Source records:
++++++++++++++++++++

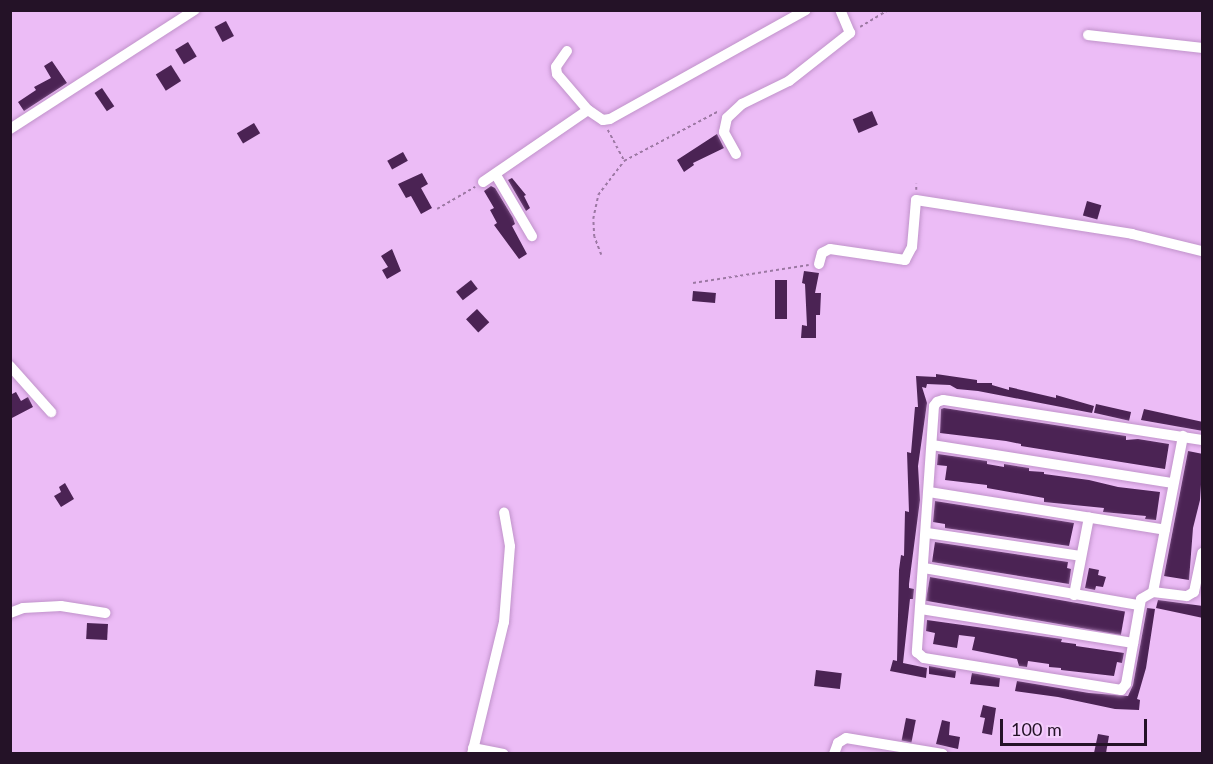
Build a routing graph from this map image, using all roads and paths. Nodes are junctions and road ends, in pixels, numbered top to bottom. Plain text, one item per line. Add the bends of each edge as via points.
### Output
1 (195, 10) edge
2 (806, 10) edge
3 (840, 10) edge
4 (888, 10) edge
5 (850, 33) junction
6 (1088, 35) dead end
7 (1203, 48) edge
8 (567, 51) dead end
9 (588, 110) junction
10 (732, 111) junction
11 (603, 120) junction
12 (10, 129) edge
13 (736, 154) dead end
14 (624, 161) junction
15 (496, 175) junction
16 (478, 185) joint
17 (437, 209) dead end
18 (532, 236) dead end
19 (1203, 251) edge
20 (601, 255) dead end
21 (819, 264) joint
22 (693, 283) dead end
23 (10, 366) edge
24 (51, 412) dead end
25 (1183, 436) junction
26 (1203, 440) edge
27 (932, 445) junction
28 (1173, 483) junction
29 (929, 492) junction
30 (504, 513) dead end
31 (1089, 517) junction
32 (1165, 530) junction
33 (927, 533) junction
34 (1203, 553) edge
35 (1080, 556) junction
36 (924, 568) junction
37 (1153, 592) junction
38 (1074, 595) junction
39 (1139, 605) junction
40 (921, 609) junction
41 (10, 613) edge
42 (105, 613) dead end
43 (1133, 643) junction
44 (472, 751) edge
45 (503, 753) edge
46 (834, 753) edge
47 (943, 753) edge

1 - 12 street
2 - 11 street via 617,116
3 - 5 street
4 - 5 path
5 - 10 street via 789,81
6 - 7 street
8 - 9 street via 556,67 557,74
9 - 11 street
9 - 15 street
10 - 13 street via 724,132
10 - 14 path via 712,112
11 - 14 path
14 - 20 path via 598,195 592,219
15 - 16 street
15 - 18 street
16 - 17 path
19 - 21 street via 1132,234 916,200 912,247 905,260 830,249 822,253
21 - 22 path
23 - 24 street
25 - 26 street
25 - 27 street via 943,400 934,406
25 - 28 street
27 - 28 street
27 - 29 street
28 - 32 street
29 - 31 street
29 - 33 street
30 - 44 street via 510,546 504,622
31 - 32 street
31 - 35 street
32 - 37 street
33 - 35 street
33 - 36 street
34 - 37 street via 1194,592 1187,596
35 - 38 street
36 - 38 street
36 - 40 street
37 - 39 street via 1143,596
38 - 39 street
39 - 43 street
40 - 43 street
40 - 43 street via 916,648 924,658 1117,691 1126,684
41 - 42 street via 23,608 61,606
44 - 45 street
46 - 47 street via 838,743 846,738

++++++++++++++++++++

- [TASK DESCRIPTION]: Before copying the data, remove the pictures. Then repeat the rest exactly.

- [ANSWER SECTION]:
Build a routing graph from this map image, using all roads and paths. Nodes are junctions and road ends, in pixels, numbered top to bottom. Plain text, one item per line. Add the bends of each edge as via points.
### Output
1 (195, 10) edge
2 (806, 10) edge
3 (840, 10) edge
4 (888, 10) edge
5 (850, 33) junction
6 (1088, 35) dead end
7 (1203, 48) edge
8 (567, 51) dead end
9 (588, 110) junction
10 (732, 111) junction
11 (603, 120) junction
12 (10, 129) edge
13 (736, 154) dead end
14 (624, 161) junction
15 (496, 175) junction
16 (478, 185) joint
17 (437, 209) dead end
18 (532, 236) dead end
19 (1203, 251) edge
20 (601, 255) dead end
21 (819, 264) joint
22 (693, 283) dead end
23 (10, 366) edge
24 (51, 412) dead end
25 (1183, 436) junction
26 (1203, 440) edge
27 (932, 445) junction
28 (1173, 483) junction
29 (929, 492) junction
30 (504, 513) dead end
31 (1089, 517) junction
32 (1165, 530) junction
33 (927, 533) junction
34 (1203, 553) edge
35 (1080, 556) junction
36 (924, 568) junction
37 (1153, 592) junction
38 (1074, 595) junction
39 (1139, 605) junction
40 (921, 609) junction
41 (10, 613) edge
42 (105, 613) dead end
43 (1133, 643) junction
44 (472, 751) edge
45 (503, 753) edge
46 (834, 753) edge
47 (943, 753) edge

1 - 12 street
2 - 11 street via 617,116
3 - 5 street
4 - 5 path
5 - 10 street via 789,81
6 - 7 street
8 - 9 street via 556,67 557,74
9 - 11 street
9 - 15 street
10 - 13 street via 724,132
10 - 14 path via 712,112
11 - 14 path
14 - 20 path via 598,195 592,219
15 - 16 street
15 - 18 street
16 - 17 path
19 - 21 street via 1132,234 916,200 912,247 905,260 830,249 822,253
21 - 22 path
23 - 24 street
25 - 26 street
25 - 27 street via 943,400 934,406
25 - 28 street
27 - 28 street
27 - 29 street
28 - 32 street
29 - 31 street
29 - 33 street
30 - 44 street via 510,546 504,622
31 - 32 street
31 - 35 street
32 - 37 street
33 - 35 street
33 - 36 street
34 - 37 street via 1194,592 1187,596
35 - 38 street
36 - 38 street
36 - 40 street
37 - 39 street via 1143,596
38 - 39 street
39 - 43 street
40 - 43 street
40 - 43 street via 916,648 924,658 1117,691 1126,684
41 - 42 street via 23,608 61,606
44 - 45 street
46 - 47 street via 838,743 846,738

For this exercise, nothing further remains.